Show the lines below where "road" occurs.

▬▬▬▬▬▬

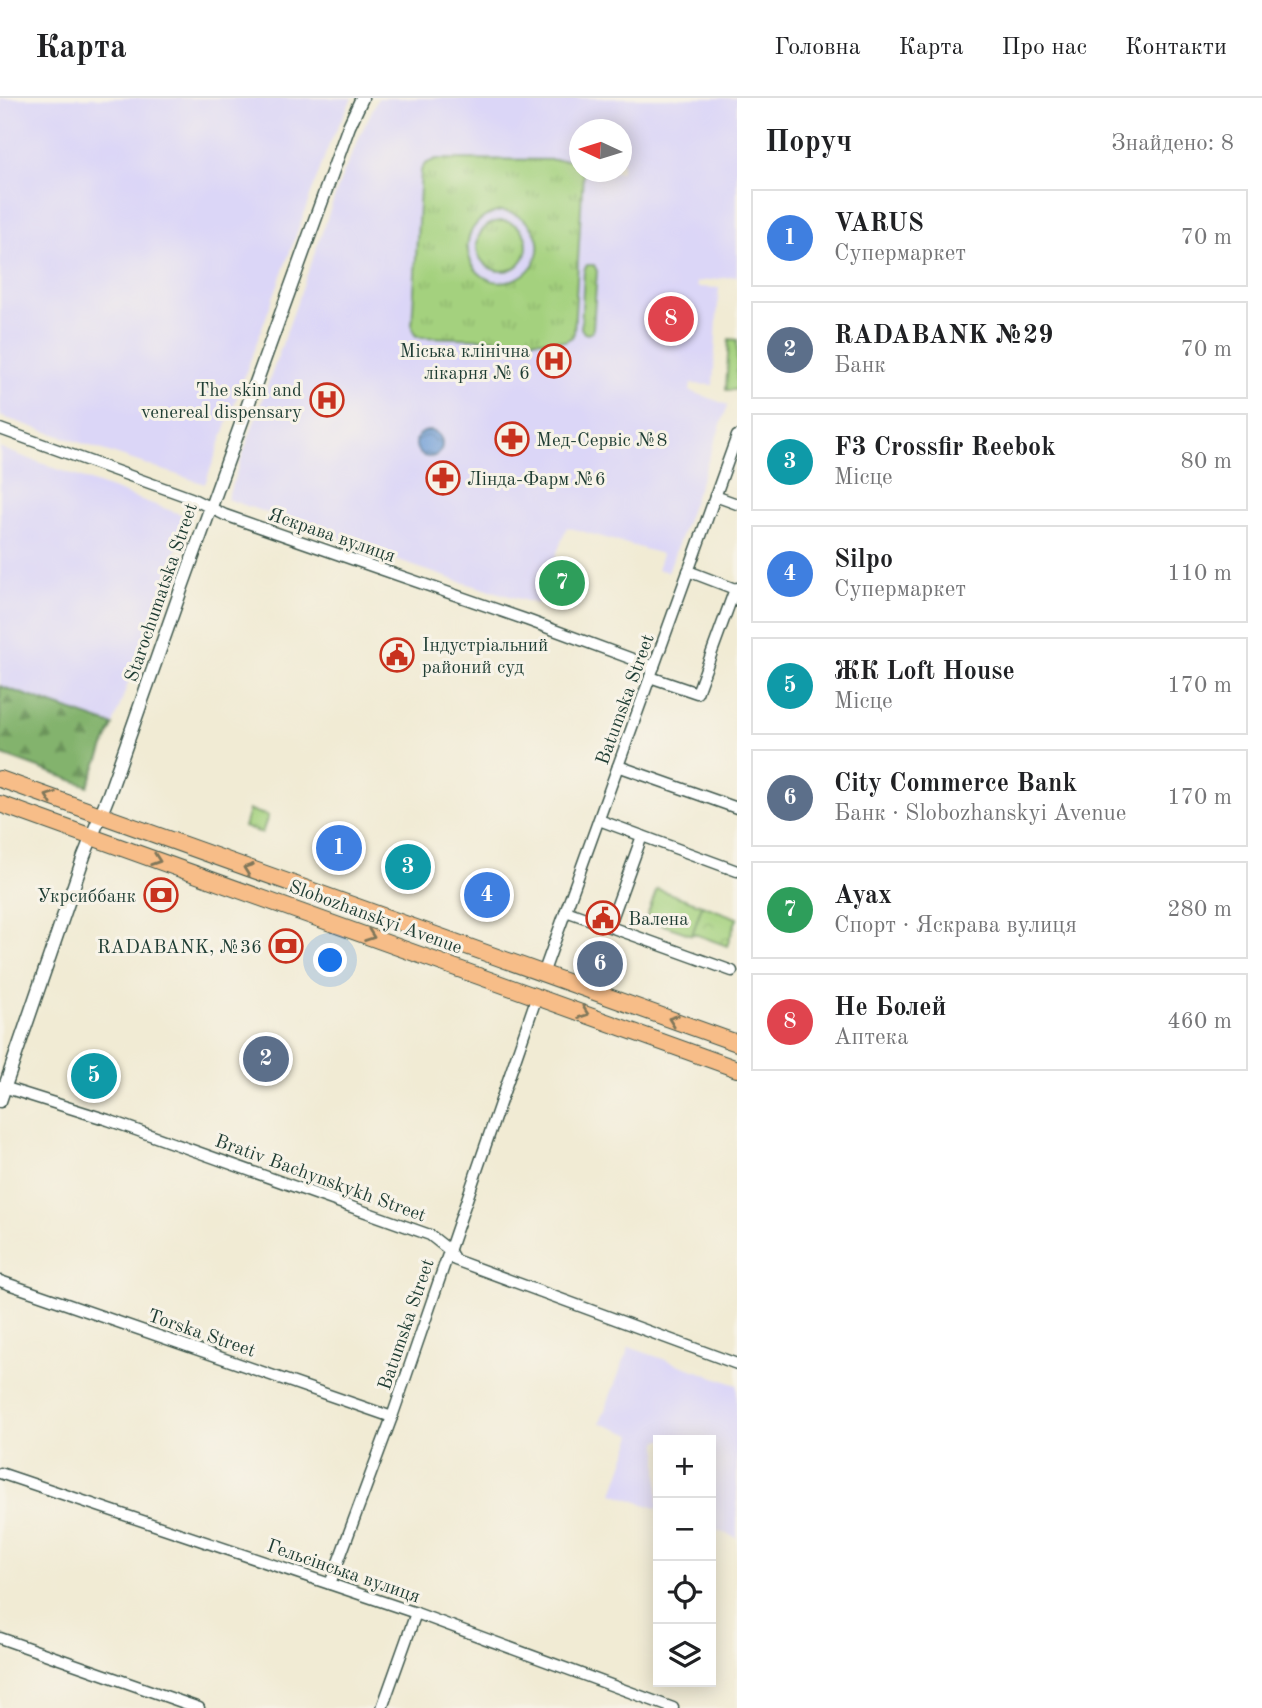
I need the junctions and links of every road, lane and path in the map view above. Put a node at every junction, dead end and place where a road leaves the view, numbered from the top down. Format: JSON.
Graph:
{"nodes":[{"id":1,"x":362,"y":98,"type":"edge"},
{"id":2,"x":0,"y":429,"type":"edge"},
{"id":3,"x":737,"y":436,"type":"edge"},
{"id":4,"x":715,"y":496,"type":"junction"},
{"id":5,"x":737,"y":504,"type":"edge"},
{"id":6,"x":211,"y":507,"type":"junction"},
{"id":7,"x":688,"y":571,"type":"junction"},
{"id":8,"x":736,"y":588,"type":"edge"},
{"id":9,"x":724,"y":617,"type":"junction"},
{"id":10,"x":737,"y":622,"type":"edge"},
{"id":11,"x":652,"y":672,"type":"junction"},
{"id":12,"x":618,"y":766,"type":"junction"},
{"id":13,"x":0,"y":779,"type":"edge"},
{"id":14,"x":0,"y":804,"type":"edge"},
{"id":15,"x":737,"y":808,"type":"edge"},
{"id":16,"x":100,"y":816,"type":"junction"},
{"id":17,"x":599,"y":820,"type":"junction"},
{"id":18,"x":642,"y":836,"type":"junction"},
{"id":19,"x":92,"y":837,"type":"junction"},
{"id":20,"x":737,"y":871,"type":"edge"},
{"id":21,"x":566,"y":912,"type":"junction"},
{"id":22,"x":609,"y":927,"type":"junction"},
{"id":23,"x":732,"y":971,"type":"dead end"},
{"id":24,"x":544,"y":974,"type":"junction"},
{"id":25,"x":537,"y":996,"type":"junction"},
{"id":26,"x":737,"y":1043,"type":"edge"},
{"id":27,"x":737,"y":1069,"type":"edge"},
{"id":28,"x":2,"y":1087,"type":"edge"},
{"id":29,"x":0,"y":1101,"type":"edge"},
{"id":30,"x":449,"y":1250,"type":"junction"},
{"id":31,"x":0,"y":1282,"type":"edge"},
{"id":32,"x":737,"y":1364,"type":"edge"},
{"id":33,"x":392,"y":1417,"type":"junction"},
{"id":34,"x":0,"y":1473,"type":"edge"},
{"id":35,"x":330,"y":1584,"type":"junction"},
{"id":36,"x":416,"y":1613,"type":"junction"},
{"id":37,"x":0,"y":1638,"type":"edge"},
{"id":38,"x":199,"y":1708,"type":"edge"},
{"id":39,"x":382,"y":1708,"type":"edge"},
{"id":40,"x":673,"y":1708,"type":"edge"}],
"edges":[{"from":1,"to":6,"type":"street","name":"Starochumatska Street"},
{"from":2,"to":6,"type":"street","name":"Яскрава вулиця"},
{"from":3,"to":4,"type":"street","name":"Batumska Street"},
{"from":4,"to":5,"type":"street"},
{"from":4,"to":7,"type":"street","name":"Batumska Street"},
{"from":6,"to":11,"type":"street","name":"Яскрава вулиця"},
{"from":6,"to":16,"type":"street","name":"Starochumatska Street"},
{"from":7,"to":8,"type":"street"},
{"from":7,"to":11,"type":"street","name":"Batumska Street"},
{"from":8,"to":9,"type":"street"},
{"from":9,"to":10,"type":"street"},
{"from":9,"to":11,"type":"street","name":"Яскрава вулиця"},
{"from":11,"to":12,"type":"street","name":"Batumska Street"},
{"from":12,"to":15,"type":"street"},
{"from":12,"to":17,"type":"street","name":"Batumska Street"},
{"from":16,"to":13,"type":"main road","name":"Slobozhanskyi Avenue","one_way":true},
{"from":14,"to":19,"type":"main road","name":"Slobozhanskyi Avenue"},
{"from":16,"to":19,"type":"street","name":"Starochumatska Street"},
{"from":24,"to":16,"type":"main road","name":"Slobozhanskyi Avenue","one_way":true},
{"from":17,"to":18,"type":"street"},
{"from":17,"to":21,"type":"street","name":"Batumska Street"},
{"from":18,"to":20,"type":"street"},
{"from":18,"to":22,"type":"street"},
{"from":19,"to":25,"type":"main road","name":"Slobozhanskyi Avenue","one_way":true},
{"from":19,"to":28,"type":"street","name":"Starochumatska Street"},
{"from":21,"to":22,"type":"street"},
{"from":21,"to":24,"type":"street","name":"Batumska Street"},
{"from":22,"to":23,"type":"street"},
{"from":26,"to":24,"type":"main road","name":"Slobozhanskyi Avenue","one_way":true},
{"from":25,"to":27,"type":"main road","name":"Slobozhanskyi Avenue","one_way":true},
{"from":25,"to":30,"type":"street","name":"Batumska Street"},
{"from":28,"to":29,"type":"street","name":"Starochumatska Street"},
{"from":28,"to":30,"type":"street","name":"Brativ Bachynskykh Street"},
{"from":30,"to":32,"type":"street","name":"Brativ Bachynskykh Street"},
{"from":30,"to":33,"type":"street","name":"Batumska Street"},
{"from":31,"to":33,"type":"street","name":"Torska Street"},
{"from":33,"to":35,"type":"street","name":"Batumska Street"},
{"from":34,"to":35,"type":"street","name":"Гельсінська вулиця"},
{"from":35,"to":36,"type":"street","name":"Гельсінська вулиця"},
{"from":36,"to":39,"type":"street"},
{"from":36,"to":40,"type":"street","name":"Гельсінська вулиця"},
{"from":37,"to":38,"type":"street"}]}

▬▬▬▬▬▬

▸ **Response area**
I need the junctions and links of every road, lane and path in the map view above. Put a node at every junction, dead end and place where a road leaves the view, numbered from the top down. Format: JSON.
{"from":16,"to":13,"type":"main road","name":"Slobozhanskyi Avenue","one_way":true},
{"from":14,"to":19,"type":"main road","name":"Slobozhanskyi Avenue"},
{"from":24,"to":16,"type":"main road","name":"Slobozhanskyi Avenue","one_way":true},
{"from":19,"to":25,"type":"main road","name":"Slobozhanskyi Avenue","one_way":true},
{"from":26,"to":24,"type":"main road","name":"Slobozhanskyi Avenue","one_way":true},
{"from":25,"to":27,"type":"main road","name":"Slobozhanskyi Avenue","one_way":true},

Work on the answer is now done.